AC: It's funny you bring those up, because Obama has now proposed a redefinition but at the same time, a broadening of that program, government working with churches. Is this stuff so deeply ingrained in the body politic now?
TF: I don't know why he did that except for maybe some way of defusing the culture wars. I really don't understand that – faith-based initiatives seem like such a bad idea to me. What's funny though, if you read the book fairly carefully – and I'm sure you did – you'll come across a part where Howard Phillips, the leader of the Conservative Caucus, is complaining about faith-based funding. I don't remember the exact words – of course I don't have the book in front of me – but applying it to all sorts of different things, things you would never think of, like support to Harvard and Yale, Berkley, things like that. Complaining bitterly about it. This was back in the 1980s.
AC: Complaining that basically any government funding of any entity was something to be discouraged?
TF: He was very inventive in his arguments and could probably find a way of describing any kind of federal funding of something as faith-based, and hence illegitimate. But that seems to be an argument of the past now.
AC: Another major theme of the book is that there's always been money in D.C., but it used to come in, say, from business tycoons looking to push along their own interests. But now it's generated there; now D.C. is a place people go to get rich.
TF: People do very well in the political game there.

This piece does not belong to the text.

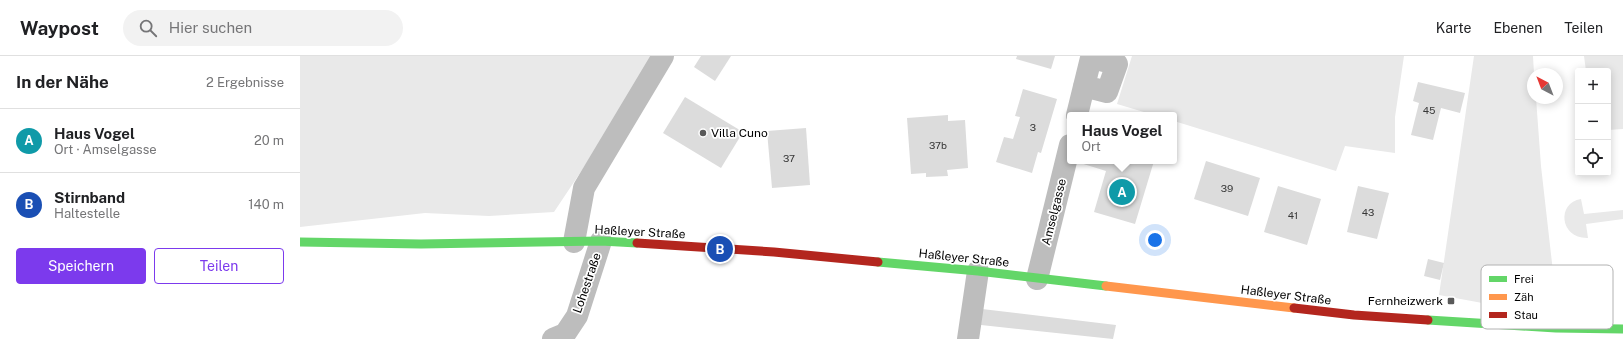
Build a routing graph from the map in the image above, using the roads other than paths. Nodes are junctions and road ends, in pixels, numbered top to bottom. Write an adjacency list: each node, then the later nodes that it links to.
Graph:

And, you know, what's really kind of creepy about it is the local newspaper will actually boast about this. They did a 12-part series – it's called "Citizen K Street." I think, actually it might be a 20-part series, in The [Washington] Post, about one of the biggest lobbyists of them all, the most powerful, most effective, whatever, highest-paid lobbyist of them all. And it's about this guy's rise to wealth. This kind of classic American story of this guy building his fortune.
AC: It's like Mr. Smith Goes to Washington, except he goes there to get rich.
TF: [Laughs.] It does kinda start out that way. But the story really is not very critical of this guy. It tells the story in an almost – what would you say? – approving manner. It definitely does. There's no question about it. [Pause.] I shouldn't complain about that, though. It's a small, small part [laughs] of what's wrong with D.C.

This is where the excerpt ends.